:: Records
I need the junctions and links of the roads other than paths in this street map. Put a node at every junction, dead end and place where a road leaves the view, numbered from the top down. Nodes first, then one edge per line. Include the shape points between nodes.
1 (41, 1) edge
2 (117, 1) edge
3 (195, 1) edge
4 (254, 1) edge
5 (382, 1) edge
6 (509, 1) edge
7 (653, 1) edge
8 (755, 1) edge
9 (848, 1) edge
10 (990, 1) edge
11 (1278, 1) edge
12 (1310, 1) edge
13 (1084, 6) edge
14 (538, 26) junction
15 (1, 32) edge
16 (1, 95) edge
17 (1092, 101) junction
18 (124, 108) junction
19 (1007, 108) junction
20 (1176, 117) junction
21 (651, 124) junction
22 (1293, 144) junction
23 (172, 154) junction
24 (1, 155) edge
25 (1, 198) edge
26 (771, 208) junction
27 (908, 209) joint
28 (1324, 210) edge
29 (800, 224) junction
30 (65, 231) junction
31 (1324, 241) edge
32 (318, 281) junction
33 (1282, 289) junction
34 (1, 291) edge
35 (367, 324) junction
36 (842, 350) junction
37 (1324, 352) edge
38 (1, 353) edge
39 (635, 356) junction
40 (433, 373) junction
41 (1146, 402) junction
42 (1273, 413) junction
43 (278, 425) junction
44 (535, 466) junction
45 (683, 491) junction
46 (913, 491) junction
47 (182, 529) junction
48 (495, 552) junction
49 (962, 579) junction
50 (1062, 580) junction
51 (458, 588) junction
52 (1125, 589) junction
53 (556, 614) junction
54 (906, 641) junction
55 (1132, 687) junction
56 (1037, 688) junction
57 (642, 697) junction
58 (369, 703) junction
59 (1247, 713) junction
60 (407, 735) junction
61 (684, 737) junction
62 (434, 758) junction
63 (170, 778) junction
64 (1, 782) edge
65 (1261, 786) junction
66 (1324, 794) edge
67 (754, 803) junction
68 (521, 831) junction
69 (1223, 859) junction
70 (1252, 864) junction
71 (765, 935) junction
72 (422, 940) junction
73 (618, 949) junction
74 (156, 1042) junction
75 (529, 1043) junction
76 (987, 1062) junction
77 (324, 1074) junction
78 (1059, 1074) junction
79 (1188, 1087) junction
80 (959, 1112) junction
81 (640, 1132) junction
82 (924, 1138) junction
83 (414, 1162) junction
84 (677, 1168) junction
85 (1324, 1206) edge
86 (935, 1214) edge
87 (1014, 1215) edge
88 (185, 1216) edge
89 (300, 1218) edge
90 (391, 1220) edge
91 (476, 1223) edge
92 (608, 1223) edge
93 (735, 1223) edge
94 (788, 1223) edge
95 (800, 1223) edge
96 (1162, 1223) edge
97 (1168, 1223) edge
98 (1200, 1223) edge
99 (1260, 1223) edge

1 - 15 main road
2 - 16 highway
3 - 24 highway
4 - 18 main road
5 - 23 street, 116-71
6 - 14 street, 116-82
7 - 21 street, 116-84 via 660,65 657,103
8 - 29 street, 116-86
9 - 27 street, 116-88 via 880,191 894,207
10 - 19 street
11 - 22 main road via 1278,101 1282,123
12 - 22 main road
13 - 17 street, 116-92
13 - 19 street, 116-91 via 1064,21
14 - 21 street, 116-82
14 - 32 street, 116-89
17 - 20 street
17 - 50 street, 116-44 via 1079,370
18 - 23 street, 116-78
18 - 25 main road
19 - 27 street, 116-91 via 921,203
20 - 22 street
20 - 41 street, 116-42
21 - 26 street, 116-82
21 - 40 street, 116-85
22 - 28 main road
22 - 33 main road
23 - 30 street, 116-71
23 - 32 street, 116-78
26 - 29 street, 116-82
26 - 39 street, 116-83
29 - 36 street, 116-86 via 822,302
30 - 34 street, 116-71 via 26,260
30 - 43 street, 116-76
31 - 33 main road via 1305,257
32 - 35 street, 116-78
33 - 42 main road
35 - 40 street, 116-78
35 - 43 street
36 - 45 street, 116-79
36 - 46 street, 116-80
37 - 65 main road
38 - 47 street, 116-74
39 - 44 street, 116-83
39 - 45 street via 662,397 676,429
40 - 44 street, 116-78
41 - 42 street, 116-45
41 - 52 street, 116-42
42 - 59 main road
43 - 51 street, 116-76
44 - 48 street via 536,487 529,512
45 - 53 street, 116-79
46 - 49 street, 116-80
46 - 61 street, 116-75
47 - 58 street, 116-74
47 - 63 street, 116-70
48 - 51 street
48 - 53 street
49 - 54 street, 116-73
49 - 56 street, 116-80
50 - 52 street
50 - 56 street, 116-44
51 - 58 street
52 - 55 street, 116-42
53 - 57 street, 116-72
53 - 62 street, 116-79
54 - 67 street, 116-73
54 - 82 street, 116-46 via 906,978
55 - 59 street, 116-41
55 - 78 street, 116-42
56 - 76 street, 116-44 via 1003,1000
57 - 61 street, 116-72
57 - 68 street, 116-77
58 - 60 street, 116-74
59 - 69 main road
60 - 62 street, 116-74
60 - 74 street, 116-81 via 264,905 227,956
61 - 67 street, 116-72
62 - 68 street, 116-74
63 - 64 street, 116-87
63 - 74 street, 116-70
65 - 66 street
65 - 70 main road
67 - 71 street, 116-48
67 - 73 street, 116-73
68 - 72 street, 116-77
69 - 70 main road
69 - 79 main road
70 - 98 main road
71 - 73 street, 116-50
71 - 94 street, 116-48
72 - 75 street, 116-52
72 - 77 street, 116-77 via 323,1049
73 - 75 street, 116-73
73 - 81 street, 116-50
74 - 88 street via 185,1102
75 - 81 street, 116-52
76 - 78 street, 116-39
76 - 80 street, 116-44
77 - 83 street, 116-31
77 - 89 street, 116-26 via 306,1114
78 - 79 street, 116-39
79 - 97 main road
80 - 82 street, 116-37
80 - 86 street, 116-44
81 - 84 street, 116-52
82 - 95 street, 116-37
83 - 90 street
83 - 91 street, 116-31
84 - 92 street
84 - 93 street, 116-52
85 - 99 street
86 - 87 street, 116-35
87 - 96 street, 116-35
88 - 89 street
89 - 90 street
::::
> **Exercise**:
Set down the entries again exactly as they are.

> **Exercise response**:
I need the junctions and links of the roads other than paths in this street map. Put a node at every junction, dead end and place where a road leaves the view, numbered from the top down. Nodes first, then one edge per line. Include the shape points between nodes.
1 (41, 1) edge
2 (117, 1) edge
3 (195, 1) edge
4 (254, 1) edge
5 (382, 1) edge
6 (509, 1) edge
7 (653, 1) edge
8 (755, 1) edge
9 (848, 1) edge
10 (990, 1) edge
11 (1278, 1) edge
12 (1310, 1) edge
13 (1084, 6) edge
14 (538, 26) junction
15 (1, 32) edge
16 (1, 95) edge
17 (1092, 101) junction
18 (124, 108) junction
19 (1007, 108) junction
20 (1176, 117) junction
21 (651, 124) junction
22 (1293, 144) junction
23 (172, 154) junction
24 (1, 155) edge
25 (1, 198) edge
26 (771, 208) junction
27 (908, 209) joint
28 (1324, 210) edge
29 (800, 224) junction
30 (65, 231) junction
31 (1324, 241) edge
32 (318, 281) junction
33 (1282, 289) junction
34 (1, 291) edge
35 (367, 324) junction
36 (842, 350) junction
37 (1324, 352) edge
38 (1, 353) edge
39 (635, 356) junction
40 (433, 373) junction
41 (1146, 402) junction
42 (1273, 413) junction
43 (278, 425) junction
44 (535, 466) junction
45 (683, 491) junction
46 (913, 491) junction
47 (182, 529) junction
48 (495, 552) junction
49 (962, 579) junction
50 (1062, 580) junction
51 (458, 588) junction
52 (1125, 589) junction
53 (556, 614) junction
54 (906, 641) junction
55 (1132, 687) junction
56 (1037, 688) junction
57 (642, 697) junction
58 (369, 703) junction
59 (1247, 713) junction
60 (407, 735) junction
61 (684, 737) junction
62 (434, 758) junction
63 (170, 778) junction
64 (1, 782) edge
65 (1261, 786) junction
66 (1324, 794) edge
67 (754, 803) junction
68 (521, 831) junction
69 (1223, 859) junction
70 (1252, 864) junction
71 (765, 935) junction
72 (422, 940) junction
73 (618, 949) junction
74 (156, 1042) junction
75 (529, 1043) junction
76 (987, 1062) junction
77 (324, 1074) junction
78 (1059, 1074) junction
79 (1188, 1087) junction
80 (959, 1112) junction
81 (640, 1132) junction
82 (924, 1138) junction
83 (414, 1162) junction
84 (677, 1168) junction
85 (1324, 1206) edge
86 (935, 1214) edge
87 (1014, 1215) edge
88 (185, 1216) edge
89 (300, 1218) edge
90 (391, 1220) edge
91 (476, 1223) edge
92 (608, 1223) edge
93 (735, 1223) edge
94 (788, 1223) edge
95 (800, 1223) edge
96 (1162, 1223) edge
97 (1168, 1223) edge
98 (1200, 1223) edge
99 (1260, 1223) edge

1 - 15 main road
2 - 16 highway
3 - 24 highway
4 - 18 main road
5 - 23 street, 116-71
6 - 14 street, 116-82
7 - 21 street, 116-84 via 660,65 657,103
8 - 29 street, 116-86
9 - 27 street, 116-88 via 880,191 894,207
10 - 19 street
11 - 22 main road via 1278,101 1282,123
12 - 22 main road
13 - 17 street, 116-92
13 - 19 street, 116-91 via 1064,21
14 - 21 street, 116-82
14 - 32 street, 116-89
17 - 20 street
17 - 50 street, 116-44 via 1079,370
18 - 23 street, 116-78
18 - 25 main road
19 - 27 street, 116-91 via 921,203
20 - 22 street
20 - 41 street, 116-42
21 - 26 street, 116-82
21 - 40 street, 116-85
22 - 28 main road
22 - 33 main road
23 - 30 street, 116-71
23 - 32 street, 116-78
26 - 29 street, 116-82
26 - 39 street, 116-83
29 - 36 street, 116-86 via 822,302
30 - 34 street, 116-71 via 26,260
30 - 43 street, 116-76
31 - 33 main road via 1305,257
32 - 35 street, 116-78
33 - 42 main road
35 - 40 street, 116-78
35 - 43 street
36 - 45 street, 116-79
36 - 46 street, 116-80
37 - 65 main road
38 - 47 street, 116-74
39 - 44 street, 116-83
39 - 45 street via 662,397 676,429
40 - 44 street, 116-78
41 - 42 street, 116-45
41 - 52 street, 116-42
42 - 59 main road
43 - 51 street, 116-76
44 - 48 street via 536,487 529,512
45 - 53 street, 116-79
46 - 49 street, 116-80
46 - 61 street, 116-75
47 - 58 street, 116-74
47 - 63 street, 116-70
48 - 51 street
48 - 53 street
49 - 54 street, 116-73
49 - 56 street, 116-80
50 - 52 street
50 - 56 street, 116-44
51 - 58 street
52 - 55 street, 116-42
53 - 57 street, 116-72
53 - 62 street, 116-79
54 - 67 street, 116-73
54 - 82 street, 116-46 via 906,978
55 - 59 street, 116-41
55 - 78 street, 116-42
56 - 76 street, 116-44 via 1003,1000
57 - 61 street, 116-72
57 - 68 street, 116-77
58 - 60 street, 116-74
59 - 69 main road
60 - 62 street, 116-74
60 - 74 street, 116-81 via 264,905 227,956
61 - 67 street, 116-72
62 - 68 street, 116-74
63 - 64 street, 116-87
63 - 74 street, 116-70
65 - 66 street
65 - 70 main road
67 - 71 street, 116-48
67 - 73 street, 116-73
68 - 72 street, 116-77
69 - 70 main road
69 - 79 main road
70 - 98 main road
71 - 73 street, 116-50
71 - 94 street, 116-48
72 - 75 street, 116-52
72 - 77 street, 116-77 via 323,1049
73 - 75 street, 116-73
73 - 81 street, 116-50
74 - 88 street via 185,1102
75 - 81 street, 116-52
76 - 78 street, 116-39
76 - 80 street, 116-44
77 - 83 street, 116-31
77 - 89 street, 116-26 via 306,1114
78 - 79 street, 116-39
79 - 97 main road
80 - 82 street, 116-37
80 - 86 street, 116-44
81 - 84 street, 116-52
82 - 95 street, 116-37
83 - 90 street
83 - 91 street, 116-31
84 - 92 street
84 - 93 street, 116-52
85 - 99 street
86 - 87 street, 116-35
87 - 96 street, 116-35
88 - 89 street
89 - 90 street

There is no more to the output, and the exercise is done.